Pour la ministre de la Condition féminine, cette déclaration de M. Trudeau est importante, car les mentalités changent au sein d'une société quand les leaders en font une priorité. Et pour elle, il est évident que le premier ministre fait de cette question une de ses priorités depuis son arrivée à la tête du gouvernement, la composition d'un cabinet comptant le même nombre d'hommes et de femmes en étant un exemple probant.

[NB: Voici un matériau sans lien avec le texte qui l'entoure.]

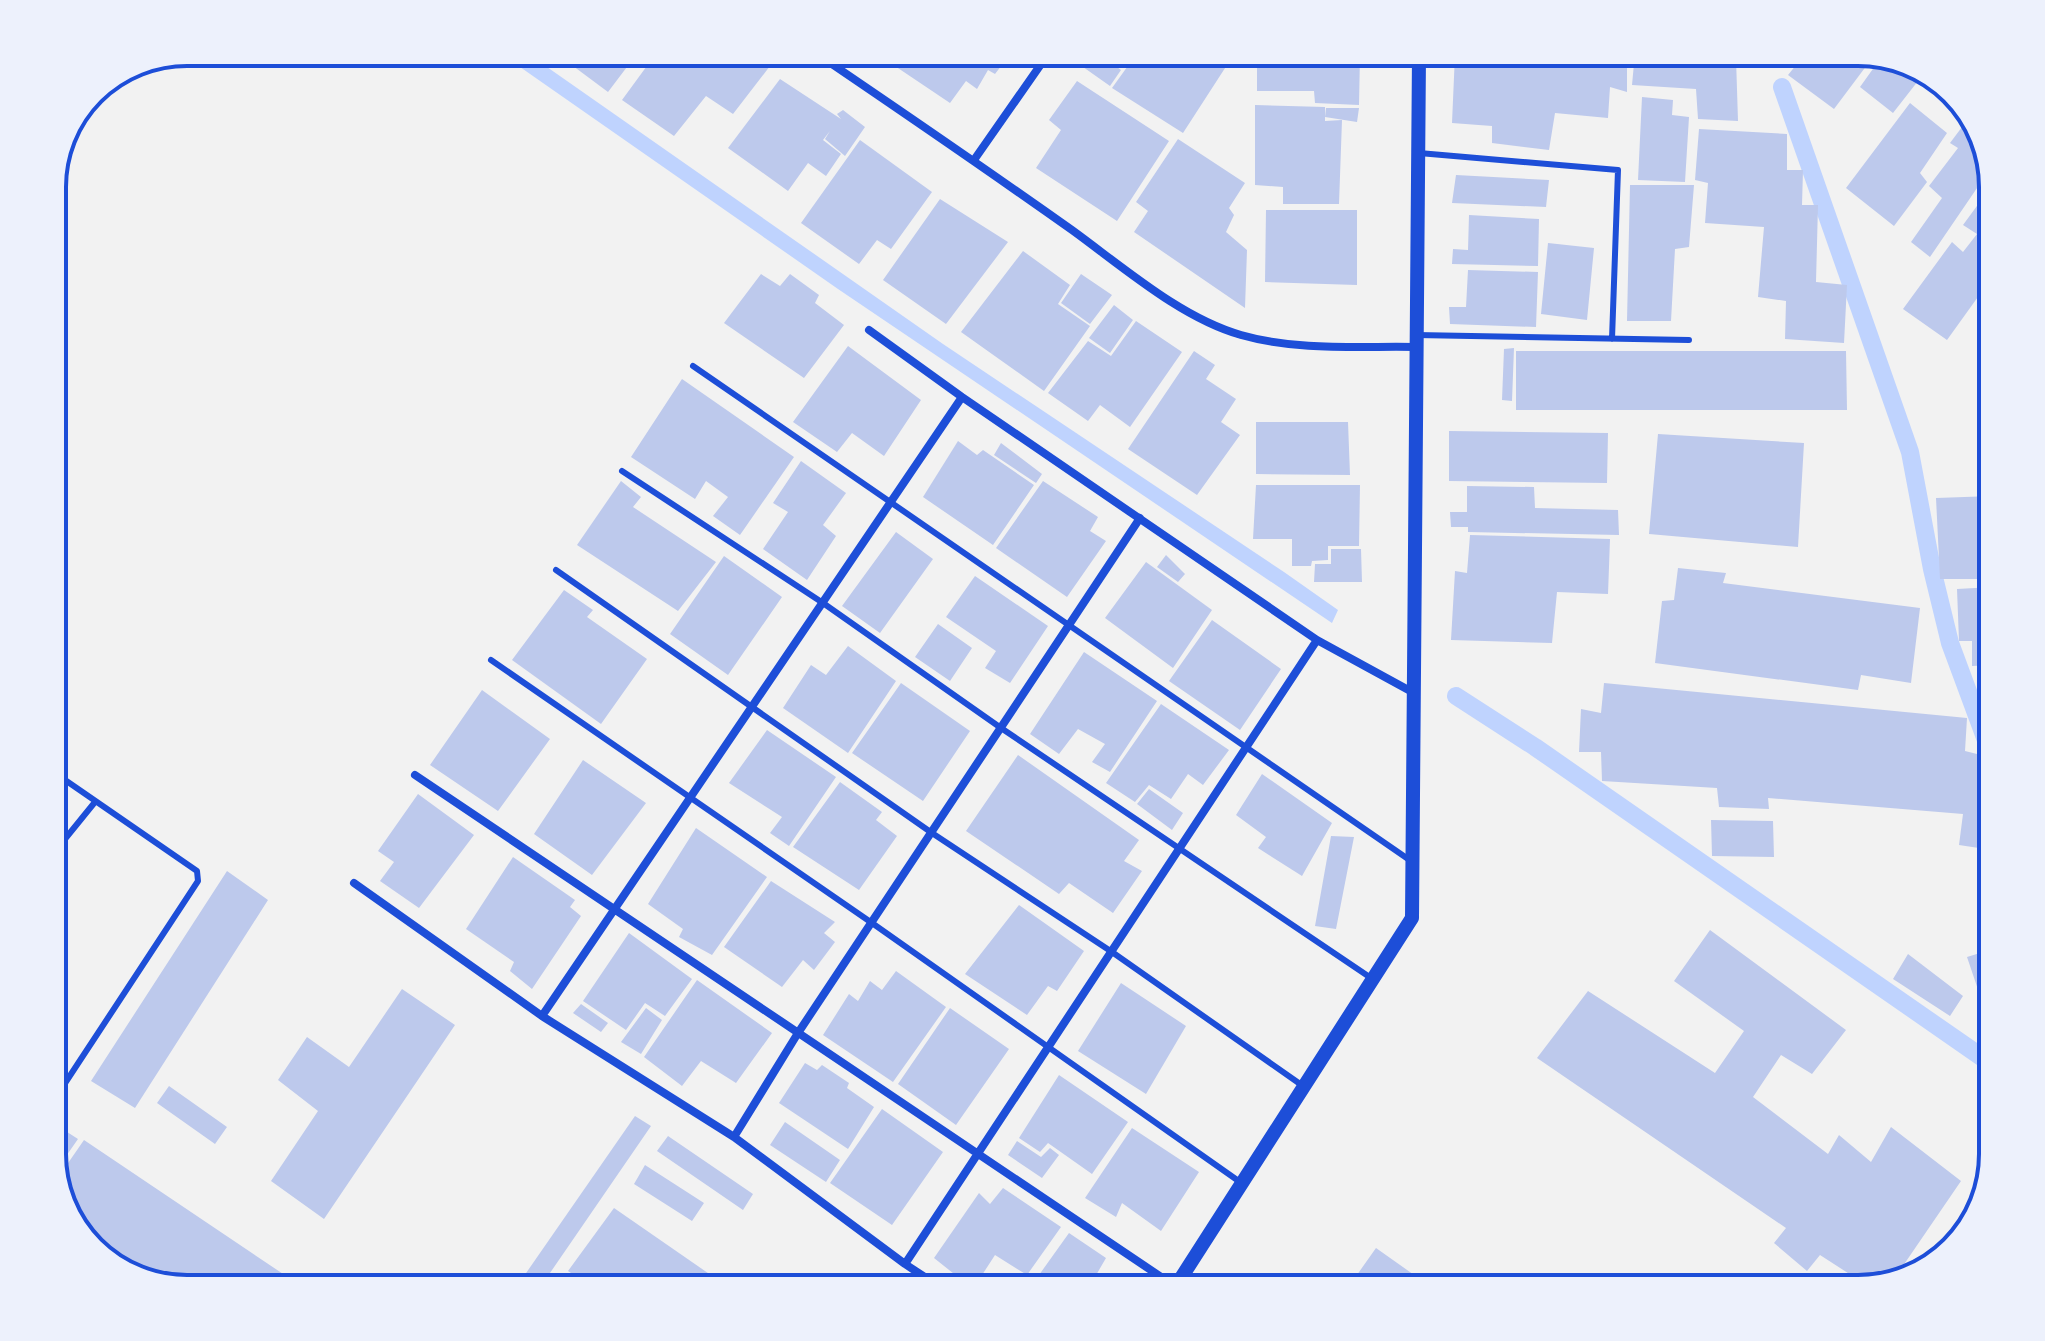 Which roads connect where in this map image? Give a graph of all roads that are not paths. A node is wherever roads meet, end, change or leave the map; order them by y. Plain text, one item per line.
1 (835, 66) edge
2 (1040, 66) edge
3 (1419, 66) edge
4 (1419, 153) junction
5 (974, 160) junction
6 (869, 330) dead end
7 (1612, 339) junction
8 (1689, 340) dead end
9 (1416, 341) junction
10 (693, 366) dead end
11 (962, 397) junction
12 (622, 471) dead end
13 (892, 502) junction
14 (1140, 518) junction
15 (556, 570) dead end
16 (823, 603) junction
17 (1069, 626) junction
18 (1317, 640) junction
19 (491, 660) dead end
20 (1414, 693) junction
21 (752, 707) junction
22 (1001, 728) junction
23 (1246, 747) junction
24 (415, 775) dead end
25 (66, 781) edge
26 (690, 798) junction
27 (95, 802) junction
28 (932, 833) junction
29 (66, 838) edge
30 (1179, 848) junction
31 (1412, 861) junction
32 (354, 883) dead end
33 (614, 910) junction
34 (872, 923) junction
35 (1112, 952) junction
36 (1373, 979) junction
37 (542, 1016) junction
38 (798, 1033) junction
39 (1048, 1047) junction
40 (66, 1082) edge
41 (1304, 1087) junction
42 (734, 1137) junction
43 (978, 1154) junction
44 (1241, 1184) junction
45 (905, 1264) junction
46 (922, 1275) edge
47 (1156, 1275) edge
48 (1183, 1275) edge

1 - 5 street
2 - 5 street
3 - 4 street
4 - 7 lane
4 - 9 street
5 - 9 street
6 - 11 street
7 - 8 lane
7 - 9 lane
9 - 20 street
10 - 13 lane
11 - 13 street
11 - 14 street
12 - 16 lane
13 - 16 street
13 - 17 lane
14 - 17 street
14 - 18 street
15 - 21 lane
16 - 21 street
16 - 22 lane
17 - 22 street
17 - 23 lane
18 - 20 street
18 - 23 street
19 - 26 lane
20 - 31 street
21 - 26 street
21 - 28 lane
22 - 28 street
22 - 30 lane
23 - 30 street
23 - 31 lane
24 - 33 street
25 - 27 lane
26 - 33 street
26 - 34 lane
27 - 29 lane
27 - 40 lane
28 - 34 street
28 - 35 lane
30 - 35 street
30 - 36 lane
31 - 36 street
32 - 37 street
33 - 37 street
33 - 38 street
34 - 38 street
34 - 39 lane
35 - 39 street
35 - 41 lane
36 - 41 street
37 - 42 street
38 - 42 street
38 - 43 street
39 - 43 street
39 - 44 lane
41 - 44 street
42 - 45 street
43 - 45 street
43 - 47 street
44 - 48 street
45 - 46 street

« Durant les consultations à Montréal lundi, une femme a dit que nous avions donné au féminisme une connotation négative dans notre société. Si tu aimes de la belle musique, si tu aimes l'art raffiné, si tu pleures, tout trait que l'on peut considérer comme étant "féminin" est vu comme une menace à la masculinité d'un homme. Mais il faut mettre fin, en tant que société, à cette guerre à la féminité », a ajouté la ministre.

S'ATTAQUER À LA VIOLENCE

Pour ce qui est de la violence faite aux femmes, Mme Hajdu affirme que le gouvernement fédéral a du pain sur la planche. D'abord et avant tout, il faut brosser un portrait juste de la réalité d'aujourd'hui, puisque la derrière étude menée par Ottawa sur cette question date de 1982.

« Les statistiques sur la violence faite aux femmes sont dépassées. Nous n'avons pas eu d'étude exhaustive sur cette question au fédéral depuis 1982. Et ces statistiques sont elles-mêmes incomplètes puisqu'on sait que les femmes n'ont pas tendance à dénoncer la violence dont elles sont victimes, pour toutes sortes de raisons. C'est l'un des défis que nous avons, celui d'établir le portrait juste de la réalité. Nous savons tous que les femmes sont plus susceptibles d'être victimes d'agressions sexuelles que les hommes, par exemple. Aussi, la violence conjugale touche les femmes dans 80 % des cas », a-t-elle relevé.

Les consultations qu'elle mène aux quatre coins du pays l'aideront à obtenir un portrait plus exact de cette problématique, mais aussi à déterminer les mesures de soutien aux femmes victimes de violence qui s'imposent.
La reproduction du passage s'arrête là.